Apparently, President Donald Trump didn’t learn much from the first time he did it, because he is once again leading his party over a cliff on health care.
The day after the Justice Department launched a surprise attack on the Affordable Care Act, seeking to overturn the entire law, the president breezily declared Tuesday on Capitol Hill: “The Republican Party will soon be known as the party of health care. You watch.”
So here we are again. After years of promising to “repeal and replace Obamacare,” Republicans learned in 2017 that coming up with an alternative to the law was harder than it looked. Or as Trump infamously put it: “Nobody knew health care could be so complicated.”
They got a flimsy bill through the House, but their drive to repeal the ACA died in the Senate. The blunder cost the GOP dearly. By putting the law in jeopardy, they achieved what the Democrats who passed it never could: They actually helped make Obamacare popular. The president’s party also handed its opponents the issue that, more than any other, won the House back for the Democrats in last year’s midterm elections.

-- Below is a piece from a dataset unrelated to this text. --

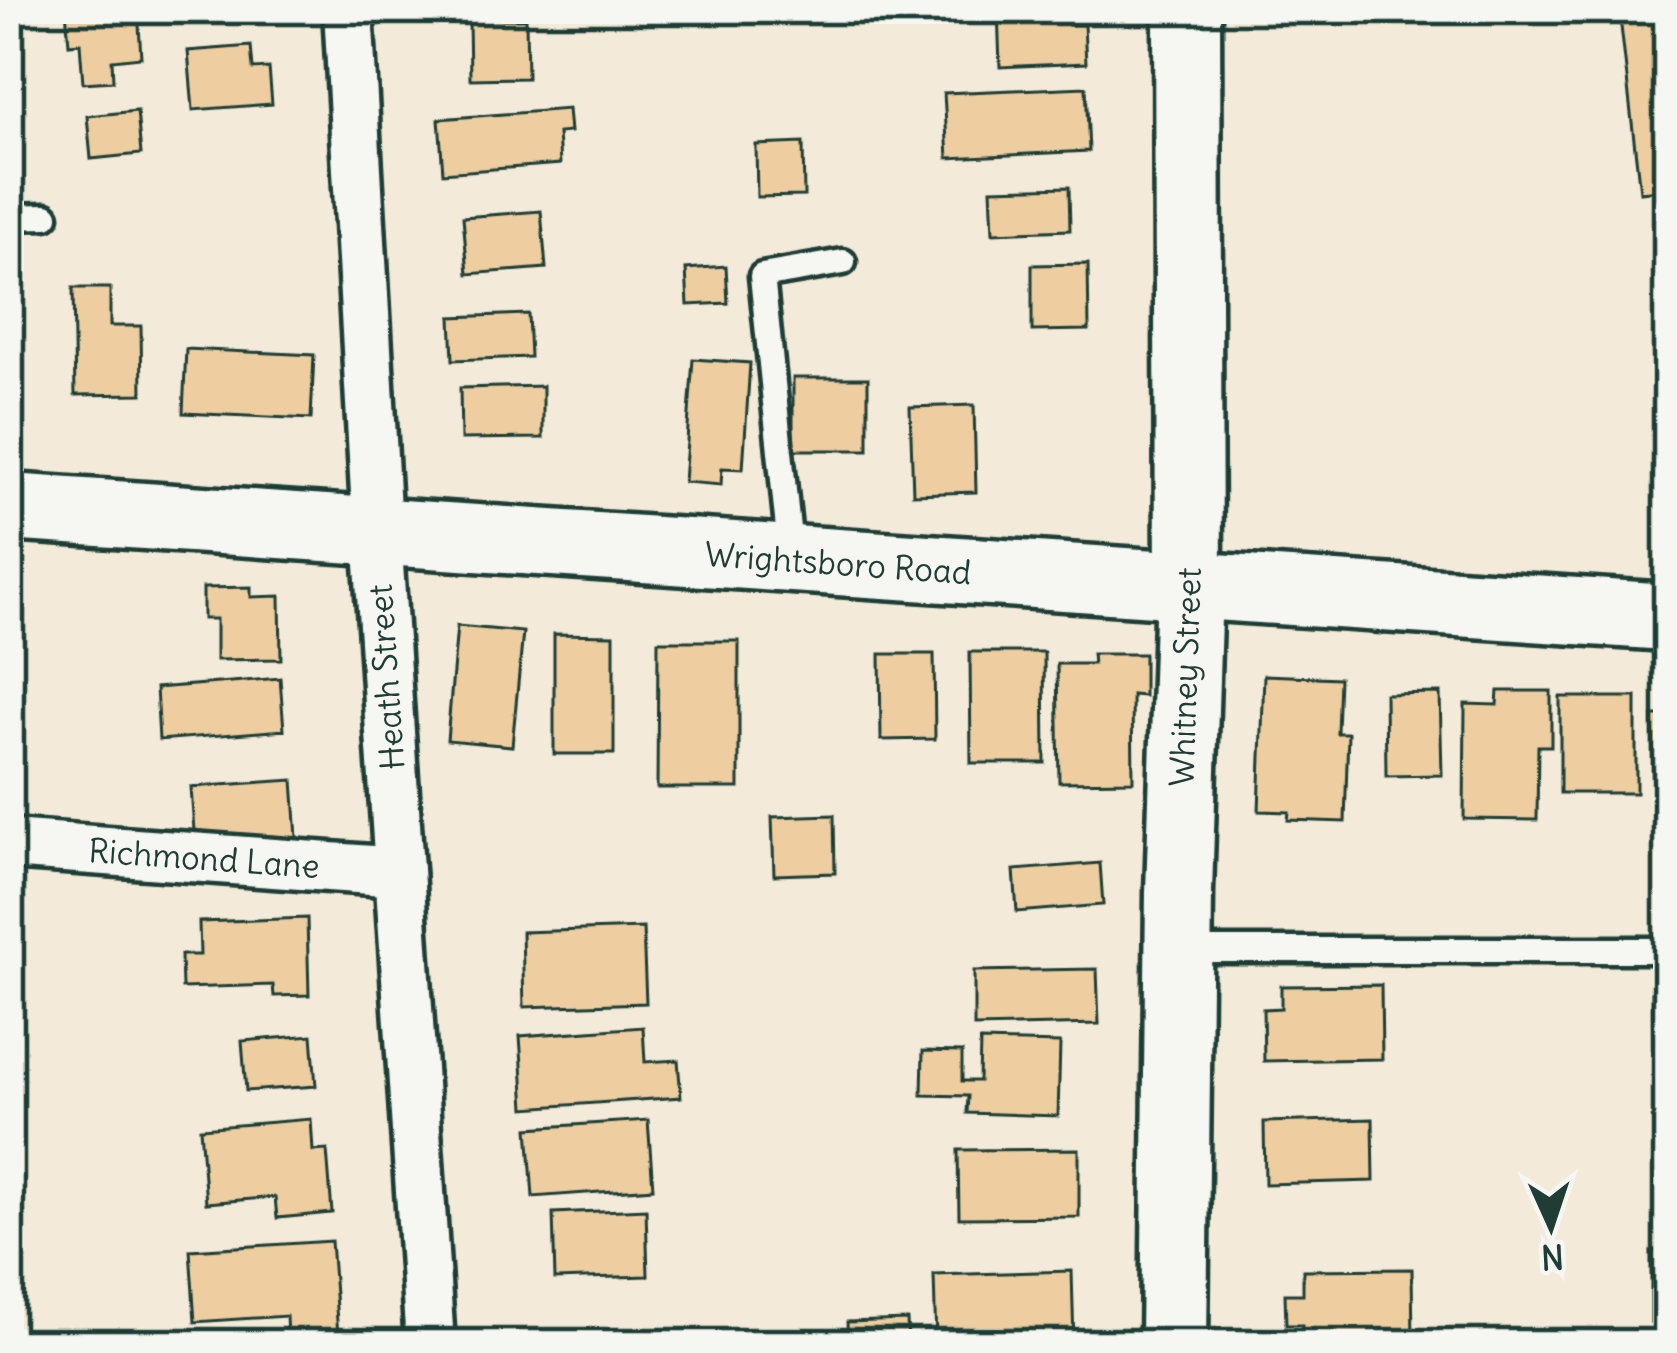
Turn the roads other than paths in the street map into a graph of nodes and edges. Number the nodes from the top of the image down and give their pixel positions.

Republicans were dismayed at Trump’s decision to revisit the treacherous terrain of health care. And he did it, no less, just as they were riding high with the all-clear signal from special counsel Robert Mueller’s investigation regarding Russian interference in the 2016 presidential election.
The administration was already on record as favoring a partial dismantling of the law — which, among other things, would end its guarantee of coverage for people with pre-existing conditions. But now it has thrown its support behind getting rid of the whole thing, and with no apparent plan for what to put in its place.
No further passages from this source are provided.